【问题标题】:How to cache a paginated Django queryset如何缓存分页的 Django 查询集
【发布时间】:2014-01-31 18:05:12
【问题描述】:

如何缓存分页的 Django 查询集,特别是在 ListView 中?

我注意到一个查询需要很长时间才能运行,所以我正在尝试缓存它。查询集很大(超过 10 万条记录),所以我试图只缓存它的分页子部分。我无法缓存整个视图或模板,因为有些部分是用户/会话特定的并且需要不断更改。

ListView 有两个标准方法来检索查询集,get_queryset(),它返回非分页数据,paginate_queryset(),它通过当前页面过滤它。

我首先尝试在get_queryset() 中缓存查询,但很快意识到调用cache.set(my_query_key, super(MyView, self).get_queryset()) 会导致整个查询被序列化。

然后我尝试覆盖paginate_queryset(),例如:

import time
from functools import partial
from django.core.cache import cache
from django.views.generic import ListView

class MyView(ListView):

    ...

    def paginate_queryset(self, queryset, page_size):
        cache_key = 'myview-queryset-%s-%s' % (self.page, page_size)
        print 'paginate_queryset.cache_key:',cache_key
        t0 = time.time()
        ret = cache.get(cache_key)
        if ret is None:
            print 're-caching'
            ret = super(MyView, self).paginate_queryset(queryset, page_size)
            cache.set(cache_key, ret, 60*60)
        td = time.time() - t0
        print 'paginate_queryset.time.seconds:',td
        (paginator, page, object_list, other_pages) = ret
        print 'total objects:',len(object_list)
        return ret

但是,即使只检索到 10 个对象,并且每个请求都显示“重新缓存”,这也需要将近一分钟的时间来运行,这意味着没有任何内容被保存到缓存中。

我的settings.CACHE 看起来像:

CACHES = {
    'default': {
        'BACKEND': 'django.core.cache.backends.memcached.MemcachedCache',
        'LOCATION': '127.0.0.1:11211',
    }
}

service memcached status 显示 memcached 正在运行,tail -f /var/log/memcached.log 完全没有显示任何内容。

我做错了什么?缓存分页查询以便不检索整个查询集的正确方法是什么?

编辑:我认为它们可能是 memcached 或 Python 包装器中的错误。 Django 似乎支持两种不同的 memcached 后端,一种使用 python-memcached,一种使用 pylibmc。 python-memcached 似乎默默地隐藏了缓存paginate_queryset() 值的错误。当我切换到 pylibmc 后端时,现在我收到一条明确的错误消息“来自 memcached_set:SERVER ERROR 的错误 10”,可追溯到 set 中的 django/core/cache/backends/memcached.py,第 78 行。

【问题讨论】:

标签: python django django-models memcached django-views


【解决方案1】:

您可以扩展Paginator 以支持通过提供的cache_key 进行缓存。

关于 CachedPaginator 的使用和实现的博客文章可以在 here 找到。源代码贴在djangosnippets.org(这里是web-acrhive link,因为原来的不行)。
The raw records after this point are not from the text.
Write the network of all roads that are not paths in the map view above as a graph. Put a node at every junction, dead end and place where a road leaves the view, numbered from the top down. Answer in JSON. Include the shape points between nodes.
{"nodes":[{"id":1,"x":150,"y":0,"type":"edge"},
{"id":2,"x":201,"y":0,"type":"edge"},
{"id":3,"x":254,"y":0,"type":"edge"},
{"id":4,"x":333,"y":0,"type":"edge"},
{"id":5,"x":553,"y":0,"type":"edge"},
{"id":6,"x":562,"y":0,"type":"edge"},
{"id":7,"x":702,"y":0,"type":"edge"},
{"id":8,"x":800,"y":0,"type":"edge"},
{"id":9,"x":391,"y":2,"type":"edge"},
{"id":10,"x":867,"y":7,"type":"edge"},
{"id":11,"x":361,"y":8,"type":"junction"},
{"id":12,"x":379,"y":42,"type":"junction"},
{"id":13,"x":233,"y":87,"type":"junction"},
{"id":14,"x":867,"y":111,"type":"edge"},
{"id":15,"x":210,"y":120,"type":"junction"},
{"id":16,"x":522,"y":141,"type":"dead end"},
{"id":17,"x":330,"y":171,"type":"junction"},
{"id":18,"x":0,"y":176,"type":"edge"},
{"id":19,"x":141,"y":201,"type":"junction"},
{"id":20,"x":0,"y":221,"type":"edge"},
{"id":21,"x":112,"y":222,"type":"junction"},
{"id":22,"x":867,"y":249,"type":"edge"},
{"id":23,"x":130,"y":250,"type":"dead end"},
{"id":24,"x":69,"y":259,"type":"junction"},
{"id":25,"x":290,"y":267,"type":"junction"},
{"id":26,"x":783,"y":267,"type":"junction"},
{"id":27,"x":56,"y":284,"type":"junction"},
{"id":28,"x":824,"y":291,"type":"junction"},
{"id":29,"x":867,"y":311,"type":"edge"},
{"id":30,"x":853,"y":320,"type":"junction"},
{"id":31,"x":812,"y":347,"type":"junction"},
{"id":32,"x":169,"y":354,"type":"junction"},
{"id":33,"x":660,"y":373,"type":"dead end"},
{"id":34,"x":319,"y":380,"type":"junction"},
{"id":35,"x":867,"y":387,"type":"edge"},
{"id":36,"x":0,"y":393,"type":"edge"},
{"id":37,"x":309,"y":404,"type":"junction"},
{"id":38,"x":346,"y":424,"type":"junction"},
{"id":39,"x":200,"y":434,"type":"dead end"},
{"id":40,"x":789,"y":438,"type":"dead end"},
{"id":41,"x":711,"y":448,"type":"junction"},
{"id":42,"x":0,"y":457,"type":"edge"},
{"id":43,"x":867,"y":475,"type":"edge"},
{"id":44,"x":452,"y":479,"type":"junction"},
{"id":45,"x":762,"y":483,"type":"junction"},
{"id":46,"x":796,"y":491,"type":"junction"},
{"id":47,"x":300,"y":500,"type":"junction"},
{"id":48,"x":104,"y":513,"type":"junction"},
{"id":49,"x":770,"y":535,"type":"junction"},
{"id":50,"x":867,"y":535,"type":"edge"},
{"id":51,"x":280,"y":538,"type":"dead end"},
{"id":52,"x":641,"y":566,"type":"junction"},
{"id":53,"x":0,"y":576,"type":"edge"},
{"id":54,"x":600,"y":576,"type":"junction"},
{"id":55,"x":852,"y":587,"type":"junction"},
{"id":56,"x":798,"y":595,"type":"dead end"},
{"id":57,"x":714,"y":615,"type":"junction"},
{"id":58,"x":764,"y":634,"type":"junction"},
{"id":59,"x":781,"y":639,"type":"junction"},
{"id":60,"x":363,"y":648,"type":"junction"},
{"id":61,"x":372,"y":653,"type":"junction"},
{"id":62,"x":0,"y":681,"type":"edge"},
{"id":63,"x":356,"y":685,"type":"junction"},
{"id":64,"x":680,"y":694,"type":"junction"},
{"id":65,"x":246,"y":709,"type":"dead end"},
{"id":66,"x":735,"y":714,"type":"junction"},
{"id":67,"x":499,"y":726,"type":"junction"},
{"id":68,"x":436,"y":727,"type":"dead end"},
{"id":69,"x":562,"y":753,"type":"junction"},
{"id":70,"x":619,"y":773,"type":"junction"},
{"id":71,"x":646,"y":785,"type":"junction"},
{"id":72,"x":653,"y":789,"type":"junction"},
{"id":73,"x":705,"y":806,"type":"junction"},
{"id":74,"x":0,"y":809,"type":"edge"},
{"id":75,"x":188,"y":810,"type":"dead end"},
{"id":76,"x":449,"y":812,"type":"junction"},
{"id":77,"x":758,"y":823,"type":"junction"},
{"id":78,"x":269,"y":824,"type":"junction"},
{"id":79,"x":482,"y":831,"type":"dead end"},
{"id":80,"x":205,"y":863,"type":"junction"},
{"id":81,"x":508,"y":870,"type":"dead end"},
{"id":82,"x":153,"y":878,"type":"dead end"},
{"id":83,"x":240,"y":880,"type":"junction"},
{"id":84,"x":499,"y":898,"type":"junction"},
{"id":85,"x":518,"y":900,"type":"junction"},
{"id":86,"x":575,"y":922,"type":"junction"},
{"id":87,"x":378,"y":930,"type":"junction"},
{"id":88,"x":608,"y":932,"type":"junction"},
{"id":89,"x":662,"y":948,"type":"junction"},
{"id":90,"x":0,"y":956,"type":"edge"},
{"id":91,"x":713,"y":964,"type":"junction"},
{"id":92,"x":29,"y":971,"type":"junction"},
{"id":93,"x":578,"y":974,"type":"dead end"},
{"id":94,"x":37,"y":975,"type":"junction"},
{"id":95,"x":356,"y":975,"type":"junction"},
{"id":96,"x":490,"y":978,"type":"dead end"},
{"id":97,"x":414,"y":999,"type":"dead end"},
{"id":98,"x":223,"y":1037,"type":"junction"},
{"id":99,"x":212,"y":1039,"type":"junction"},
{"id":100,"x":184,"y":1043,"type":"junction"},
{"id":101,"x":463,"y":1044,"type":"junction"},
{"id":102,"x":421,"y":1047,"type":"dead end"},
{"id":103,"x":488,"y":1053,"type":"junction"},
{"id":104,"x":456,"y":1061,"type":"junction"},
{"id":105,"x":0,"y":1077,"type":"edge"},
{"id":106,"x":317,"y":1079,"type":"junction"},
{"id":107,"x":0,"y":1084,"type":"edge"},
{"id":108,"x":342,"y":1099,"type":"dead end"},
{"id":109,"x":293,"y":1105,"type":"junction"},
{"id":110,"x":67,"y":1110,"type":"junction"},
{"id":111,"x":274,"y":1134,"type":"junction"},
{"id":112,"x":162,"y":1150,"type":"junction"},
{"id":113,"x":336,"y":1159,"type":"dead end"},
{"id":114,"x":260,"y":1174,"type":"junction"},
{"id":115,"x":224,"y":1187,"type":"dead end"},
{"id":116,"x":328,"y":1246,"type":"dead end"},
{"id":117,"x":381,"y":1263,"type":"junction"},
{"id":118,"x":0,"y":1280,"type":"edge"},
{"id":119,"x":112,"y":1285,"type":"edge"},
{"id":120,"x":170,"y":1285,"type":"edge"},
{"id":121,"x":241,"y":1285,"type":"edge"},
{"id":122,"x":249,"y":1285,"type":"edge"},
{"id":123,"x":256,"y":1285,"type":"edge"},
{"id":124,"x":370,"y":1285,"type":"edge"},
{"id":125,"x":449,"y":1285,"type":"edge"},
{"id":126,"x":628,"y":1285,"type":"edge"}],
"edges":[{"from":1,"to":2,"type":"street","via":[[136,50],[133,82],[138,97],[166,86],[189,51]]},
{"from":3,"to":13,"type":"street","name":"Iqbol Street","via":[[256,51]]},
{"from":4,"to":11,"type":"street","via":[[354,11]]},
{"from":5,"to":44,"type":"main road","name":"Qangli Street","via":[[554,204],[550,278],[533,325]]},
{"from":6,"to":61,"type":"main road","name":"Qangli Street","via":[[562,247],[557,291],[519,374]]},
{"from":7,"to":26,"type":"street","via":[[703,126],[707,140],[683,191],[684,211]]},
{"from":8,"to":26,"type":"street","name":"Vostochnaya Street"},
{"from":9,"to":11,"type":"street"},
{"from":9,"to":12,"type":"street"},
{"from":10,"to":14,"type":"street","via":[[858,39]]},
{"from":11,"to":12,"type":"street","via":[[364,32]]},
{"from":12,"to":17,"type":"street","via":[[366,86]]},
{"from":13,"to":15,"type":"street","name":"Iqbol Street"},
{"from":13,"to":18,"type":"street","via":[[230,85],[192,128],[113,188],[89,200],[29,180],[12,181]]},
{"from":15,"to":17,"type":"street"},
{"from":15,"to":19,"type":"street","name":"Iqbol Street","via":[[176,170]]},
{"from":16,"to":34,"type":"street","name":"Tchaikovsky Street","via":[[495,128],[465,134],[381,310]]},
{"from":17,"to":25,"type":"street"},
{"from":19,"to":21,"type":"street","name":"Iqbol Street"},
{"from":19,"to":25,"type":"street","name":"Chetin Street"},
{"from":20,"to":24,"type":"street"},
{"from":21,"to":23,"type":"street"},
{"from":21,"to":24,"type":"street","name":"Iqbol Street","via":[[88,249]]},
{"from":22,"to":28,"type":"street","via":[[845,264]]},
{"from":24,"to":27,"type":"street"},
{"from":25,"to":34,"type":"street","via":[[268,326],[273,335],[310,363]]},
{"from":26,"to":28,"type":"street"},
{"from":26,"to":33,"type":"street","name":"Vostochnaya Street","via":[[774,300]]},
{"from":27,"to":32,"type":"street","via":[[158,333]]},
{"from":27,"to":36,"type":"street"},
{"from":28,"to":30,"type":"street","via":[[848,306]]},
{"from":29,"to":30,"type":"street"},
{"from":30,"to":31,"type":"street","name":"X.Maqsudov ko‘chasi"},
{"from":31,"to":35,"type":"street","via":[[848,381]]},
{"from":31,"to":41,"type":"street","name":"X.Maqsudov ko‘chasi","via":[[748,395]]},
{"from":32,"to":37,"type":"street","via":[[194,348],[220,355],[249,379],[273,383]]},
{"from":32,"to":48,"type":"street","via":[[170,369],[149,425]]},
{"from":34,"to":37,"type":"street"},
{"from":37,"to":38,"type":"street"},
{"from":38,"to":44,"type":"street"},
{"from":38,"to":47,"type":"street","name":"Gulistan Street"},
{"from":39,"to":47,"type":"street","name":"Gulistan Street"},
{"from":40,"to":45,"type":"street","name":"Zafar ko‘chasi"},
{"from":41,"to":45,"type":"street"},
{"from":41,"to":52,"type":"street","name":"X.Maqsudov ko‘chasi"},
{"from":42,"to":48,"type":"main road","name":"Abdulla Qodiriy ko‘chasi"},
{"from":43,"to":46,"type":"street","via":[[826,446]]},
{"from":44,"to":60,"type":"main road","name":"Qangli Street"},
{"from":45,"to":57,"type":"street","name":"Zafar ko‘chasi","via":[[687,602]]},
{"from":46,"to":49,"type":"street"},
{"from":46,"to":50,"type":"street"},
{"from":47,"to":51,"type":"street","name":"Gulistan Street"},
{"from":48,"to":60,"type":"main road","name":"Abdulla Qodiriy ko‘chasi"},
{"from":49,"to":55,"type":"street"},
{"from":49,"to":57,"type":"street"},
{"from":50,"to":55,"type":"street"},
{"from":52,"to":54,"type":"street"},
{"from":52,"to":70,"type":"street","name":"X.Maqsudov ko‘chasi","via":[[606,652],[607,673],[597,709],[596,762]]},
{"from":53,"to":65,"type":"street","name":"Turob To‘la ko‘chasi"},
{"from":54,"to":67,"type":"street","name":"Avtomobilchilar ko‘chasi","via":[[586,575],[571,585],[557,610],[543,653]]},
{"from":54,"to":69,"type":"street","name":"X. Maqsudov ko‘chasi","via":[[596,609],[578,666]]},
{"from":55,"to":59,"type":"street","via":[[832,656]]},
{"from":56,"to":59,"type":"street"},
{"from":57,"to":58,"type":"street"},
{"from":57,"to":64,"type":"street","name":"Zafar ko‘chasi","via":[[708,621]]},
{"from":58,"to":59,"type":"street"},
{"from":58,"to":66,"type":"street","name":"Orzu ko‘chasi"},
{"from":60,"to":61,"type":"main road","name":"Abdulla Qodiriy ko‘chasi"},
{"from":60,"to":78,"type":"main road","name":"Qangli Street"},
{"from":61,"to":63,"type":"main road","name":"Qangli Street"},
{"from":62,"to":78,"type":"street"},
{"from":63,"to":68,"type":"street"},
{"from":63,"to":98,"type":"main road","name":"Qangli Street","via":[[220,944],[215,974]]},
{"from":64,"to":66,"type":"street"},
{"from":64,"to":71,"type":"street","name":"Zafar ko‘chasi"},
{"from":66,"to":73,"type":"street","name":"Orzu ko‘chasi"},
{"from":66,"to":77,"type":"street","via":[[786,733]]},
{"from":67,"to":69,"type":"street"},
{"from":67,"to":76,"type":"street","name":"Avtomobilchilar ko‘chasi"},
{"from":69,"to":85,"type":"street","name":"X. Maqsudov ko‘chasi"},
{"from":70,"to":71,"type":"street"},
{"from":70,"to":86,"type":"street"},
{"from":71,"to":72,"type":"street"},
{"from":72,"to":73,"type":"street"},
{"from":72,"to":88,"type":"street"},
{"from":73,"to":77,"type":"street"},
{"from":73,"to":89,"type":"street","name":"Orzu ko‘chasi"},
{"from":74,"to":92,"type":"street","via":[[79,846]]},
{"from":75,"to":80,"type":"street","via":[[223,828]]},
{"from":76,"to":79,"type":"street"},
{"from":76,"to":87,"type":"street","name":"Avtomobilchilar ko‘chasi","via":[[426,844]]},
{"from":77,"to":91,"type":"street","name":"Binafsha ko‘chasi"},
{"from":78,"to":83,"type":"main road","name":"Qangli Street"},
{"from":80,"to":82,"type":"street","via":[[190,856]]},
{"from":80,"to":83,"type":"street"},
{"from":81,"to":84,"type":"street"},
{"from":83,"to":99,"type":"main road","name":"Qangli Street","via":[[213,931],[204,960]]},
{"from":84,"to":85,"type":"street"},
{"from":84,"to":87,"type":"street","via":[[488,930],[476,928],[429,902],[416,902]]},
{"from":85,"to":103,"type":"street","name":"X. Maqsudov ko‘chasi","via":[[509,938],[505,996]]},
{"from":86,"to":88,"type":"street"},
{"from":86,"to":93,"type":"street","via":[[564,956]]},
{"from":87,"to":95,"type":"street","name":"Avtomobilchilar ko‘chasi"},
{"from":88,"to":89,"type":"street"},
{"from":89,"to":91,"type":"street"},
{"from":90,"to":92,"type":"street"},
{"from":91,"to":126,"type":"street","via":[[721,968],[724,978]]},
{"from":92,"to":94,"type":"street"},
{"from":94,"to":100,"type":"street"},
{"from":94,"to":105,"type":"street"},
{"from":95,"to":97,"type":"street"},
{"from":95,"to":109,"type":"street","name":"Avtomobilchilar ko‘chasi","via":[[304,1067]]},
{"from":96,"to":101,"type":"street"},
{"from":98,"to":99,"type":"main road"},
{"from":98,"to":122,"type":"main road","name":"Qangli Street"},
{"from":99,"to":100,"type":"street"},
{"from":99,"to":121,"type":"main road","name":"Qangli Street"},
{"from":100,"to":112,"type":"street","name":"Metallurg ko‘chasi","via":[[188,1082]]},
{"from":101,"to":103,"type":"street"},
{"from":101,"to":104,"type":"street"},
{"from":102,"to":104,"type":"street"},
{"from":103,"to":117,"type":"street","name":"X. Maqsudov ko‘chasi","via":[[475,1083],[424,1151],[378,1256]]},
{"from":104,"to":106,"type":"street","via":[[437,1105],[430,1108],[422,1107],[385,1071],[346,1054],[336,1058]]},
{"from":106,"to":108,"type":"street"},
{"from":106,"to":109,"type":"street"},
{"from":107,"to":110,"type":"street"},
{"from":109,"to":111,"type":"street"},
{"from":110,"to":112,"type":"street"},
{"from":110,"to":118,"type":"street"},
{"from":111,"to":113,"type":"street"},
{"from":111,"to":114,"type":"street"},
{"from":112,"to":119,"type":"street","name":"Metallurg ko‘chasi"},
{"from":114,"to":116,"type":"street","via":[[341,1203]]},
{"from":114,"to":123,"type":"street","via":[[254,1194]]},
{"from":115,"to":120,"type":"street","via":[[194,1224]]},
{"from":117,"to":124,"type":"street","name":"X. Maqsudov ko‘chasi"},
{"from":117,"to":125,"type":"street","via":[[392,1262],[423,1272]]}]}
但是,我将发布一个对原始版本稍作修改的示例,它不仅可以缓存每页的对象,还可以缓存总数。 (有时即使是计数也可能是一项昂贵的操作)。

from django.core.cache import cache
from django.utils.functional import cached_property
from django.core.paginator import Paginator, Page, PageNotAnInteger


class CachedPaginator(Paginator):
    """A paginator that caches the results on a page by page basis."""
    def __init__(self, object_list, per_page, orphans=0, allow_empty_first_page=True, cache_key=None, cache_timeout=300):
        super(CachedPaginator, self).__init__(object_list, per_page, orphans, allow_empty_first_page)
        self.cache_key = cache_key
        self.cache_timeout = cache_timeout

    @cached_property
    def count(self):
        """
            The original django.core.paginator.count attribute in Django1.8
            is not writable and cant be setted manually, but we would like
            to override it when loading data from cache. (instead of recalculating it).
            So we make it writable via @cached_property.
        """
        return super(CachedPaginator, self).count

    def set_count(self, count):
        """
            Override the paginator.count value (to prevent recalculation)
            and clear num_pages and page_range which values depend on it.
        """
        self.count = count
        # if somehow we have stored .num_pages or .page_range (which are cached properties)
        # this can lead to wrong page calculations (because they depend on paginator.count value)
        # so we clear their values to force recalculations on next calls
        try:
            del self.num_pages
        except AttributeError:
            pass
        try:
            del self.page_range
        except AttributeError:
            pass

    @cached_property
    def num_pages(self):
        """This is not writable in Django1.8. We want to make it writable"""
        return super(CachedPaginator, self).num_pages

    @cached_property
    def page_range(self):
        """This is not writable in Django1.8. We want to make it writable"""
        return super(CachedPaginator, self).page_range

    def page(self, number):
        """
        Returns a Page object for the given 1-based page number.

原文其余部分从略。